У Пенека это звучит как раз наоборот:
— Комнаты наполнились.
Для Пенека «дом» оживает как раз с отъездом всех хозяев. Тогда Буню и Шейндл-долговязую часто навещают их знакомые. Буня и Шейндл-долговязая говорят своим гостям:
— Что ж это мы торчим на кухне? Пойдемте в столовую.
В праздничной столовой все непринужденно рассаживаются у круглого стола.

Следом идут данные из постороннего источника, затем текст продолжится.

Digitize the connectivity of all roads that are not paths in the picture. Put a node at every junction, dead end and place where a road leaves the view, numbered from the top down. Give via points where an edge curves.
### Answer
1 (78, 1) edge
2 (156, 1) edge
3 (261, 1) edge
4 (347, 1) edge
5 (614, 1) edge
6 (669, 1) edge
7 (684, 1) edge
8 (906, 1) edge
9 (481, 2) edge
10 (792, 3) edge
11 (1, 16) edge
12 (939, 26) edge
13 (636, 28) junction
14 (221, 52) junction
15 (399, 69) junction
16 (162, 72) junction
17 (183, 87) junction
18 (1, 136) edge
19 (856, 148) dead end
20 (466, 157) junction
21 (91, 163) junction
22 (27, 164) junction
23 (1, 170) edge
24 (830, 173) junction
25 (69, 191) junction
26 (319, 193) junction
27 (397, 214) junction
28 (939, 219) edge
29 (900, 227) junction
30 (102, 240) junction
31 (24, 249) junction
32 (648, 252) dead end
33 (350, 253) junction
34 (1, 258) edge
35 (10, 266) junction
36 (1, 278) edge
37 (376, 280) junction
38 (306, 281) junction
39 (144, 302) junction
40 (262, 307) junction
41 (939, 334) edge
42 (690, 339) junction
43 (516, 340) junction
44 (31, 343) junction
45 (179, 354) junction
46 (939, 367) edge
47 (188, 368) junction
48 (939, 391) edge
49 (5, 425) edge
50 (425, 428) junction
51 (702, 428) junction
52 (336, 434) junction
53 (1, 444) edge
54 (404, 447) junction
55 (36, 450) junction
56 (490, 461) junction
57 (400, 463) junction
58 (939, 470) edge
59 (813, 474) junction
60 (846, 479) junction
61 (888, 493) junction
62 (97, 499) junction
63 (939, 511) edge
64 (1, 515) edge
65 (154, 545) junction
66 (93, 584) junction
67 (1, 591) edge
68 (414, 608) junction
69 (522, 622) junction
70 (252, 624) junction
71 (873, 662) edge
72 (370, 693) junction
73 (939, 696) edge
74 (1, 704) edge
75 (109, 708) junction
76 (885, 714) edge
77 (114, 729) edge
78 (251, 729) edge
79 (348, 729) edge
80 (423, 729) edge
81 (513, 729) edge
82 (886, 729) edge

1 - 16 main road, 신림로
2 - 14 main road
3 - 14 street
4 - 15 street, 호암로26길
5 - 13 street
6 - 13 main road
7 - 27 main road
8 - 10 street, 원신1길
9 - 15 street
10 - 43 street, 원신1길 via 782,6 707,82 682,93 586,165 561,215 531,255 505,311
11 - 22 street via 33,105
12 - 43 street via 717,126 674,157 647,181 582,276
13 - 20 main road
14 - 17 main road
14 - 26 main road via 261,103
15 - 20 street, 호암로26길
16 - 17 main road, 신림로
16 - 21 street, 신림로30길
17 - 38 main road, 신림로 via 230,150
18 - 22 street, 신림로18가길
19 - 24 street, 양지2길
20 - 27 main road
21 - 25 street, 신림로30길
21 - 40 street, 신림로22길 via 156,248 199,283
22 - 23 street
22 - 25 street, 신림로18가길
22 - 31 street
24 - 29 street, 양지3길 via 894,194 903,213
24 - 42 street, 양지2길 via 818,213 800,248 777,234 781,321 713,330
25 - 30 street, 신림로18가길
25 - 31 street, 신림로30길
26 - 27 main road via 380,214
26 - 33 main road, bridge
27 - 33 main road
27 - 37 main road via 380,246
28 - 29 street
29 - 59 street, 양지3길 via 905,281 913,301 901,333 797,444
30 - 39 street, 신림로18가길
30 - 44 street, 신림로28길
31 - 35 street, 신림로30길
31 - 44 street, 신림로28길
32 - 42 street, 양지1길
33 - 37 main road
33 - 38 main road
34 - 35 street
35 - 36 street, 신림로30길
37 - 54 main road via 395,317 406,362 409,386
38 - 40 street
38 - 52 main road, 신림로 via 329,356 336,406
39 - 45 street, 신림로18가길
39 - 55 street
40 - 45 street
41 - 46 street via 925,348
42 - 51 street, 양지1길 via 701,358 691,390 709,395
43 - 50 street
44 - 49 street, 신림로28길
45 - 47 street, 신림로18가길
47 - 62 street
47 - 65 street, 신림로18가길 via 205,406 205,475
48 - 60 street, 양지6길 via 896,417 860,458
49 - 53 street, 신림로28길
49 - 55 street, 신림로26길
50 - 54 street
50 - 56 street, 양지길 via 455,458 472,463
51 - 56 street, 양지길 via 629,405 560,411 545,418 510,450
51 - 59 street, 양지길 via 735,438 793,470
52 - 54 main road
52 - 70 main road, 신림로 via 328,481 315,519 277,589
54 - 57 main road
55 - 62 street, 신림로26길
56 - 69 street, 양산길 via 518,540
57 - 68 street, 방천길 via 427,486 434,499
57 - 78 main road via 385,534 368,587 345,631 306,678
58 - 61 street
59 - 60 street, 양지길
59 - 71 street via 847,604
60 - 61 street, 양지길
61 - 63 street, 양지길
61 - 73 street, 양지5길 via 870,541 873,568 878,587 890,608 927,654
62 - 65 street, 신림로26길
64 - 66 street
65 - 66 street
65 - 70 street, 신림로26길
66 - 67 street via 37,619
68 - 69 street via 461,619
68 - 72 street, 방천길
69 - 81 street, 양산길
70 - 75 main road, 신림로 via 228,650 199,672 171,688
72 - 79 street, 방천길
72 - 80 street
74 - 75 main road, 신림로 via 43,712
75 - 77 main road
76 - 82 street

Смотреть любо, загляденье! Всем, в том числе и Пенеку, легко на душе.
Скверно лишь одно: в эти прекрасные летние дни приходится посещать душный хедер, долгими часами сидеть неподвижно за столом и делать вид, будто вместе с ребятами повторяешь вслед за учителем давно надоевшие слова талмуда:
— «А буде кто доставит разводное письмо из стран заморских… А буде кто доставит такое письмо…»
Пенек не привык мыслить отвлеченно. Под слова «страны заморские» он должен тут же подставить нечто зримое и понятное. Из «заморских стран» он слышал лишь об одной Америке. Ну и ясно: кто-то доставит «разводное письмо» из Америки. Кто же мог получить такое письмо? В родном городке Пенек знает одну бедную женщину. Она, бедняжка, уже давно ждет от мужа денег на проезд. И вот ей-то — так представляет себе Пенек — и прислали теперь вместо денег письмо о разводе.
Повторяя вслед за учителем слова талмуда, Пенек чувствует прилив жалости к этой женщине. В то же время он думает о ее муже: «Вот подлец! Вздуть бы его следовало!..»
Но в хедере слишком долго зубрят одни и те же слова. В конце концов они приедаются Пенеку, а с ними вместе приедается и «разводное письмо», и женщина, и ее муж… Воображение Пенека нуждается в чем-то новом. Слова вслед за учителем он повторяет бессознательно, мыслями же мигом переносится к «дому».
Глаза Пенека необычайно ясно видят. В «доме» все ставни закрыты. В одной из отдаленных комнат, под кроватью, предназначенной для гостей, притаился вор. Он проник в комнату через окно ранним утром и ждет теперь ночной тьмы. Он — длинноногий, рябой детина, до того рябой, что Пенек мог бы опознать его в многолюдной толпе. Ночью он обворует дом. Однако Пенек не питает к нему никаких враждебных чувств, напротив, относится к нему добродушно, даже, пожалуй, дружелюбно.
Пенек мысленно обращается к нему: «Лежи, брат, лежи. Не бойся, не выдам».
А летний день тянется, томительный, бесконечный день.
Слова талмуда по-прежнему унылы и однообразны. Пенек снова задумывается. Он представляет себе, как будет пугать выдуманной историей о воре свою сестру Блюму, тринадцатилетнюю злюку, уехавшую с братом на лиман. Ей он расскажет обо всем этом как о действительном происшествии.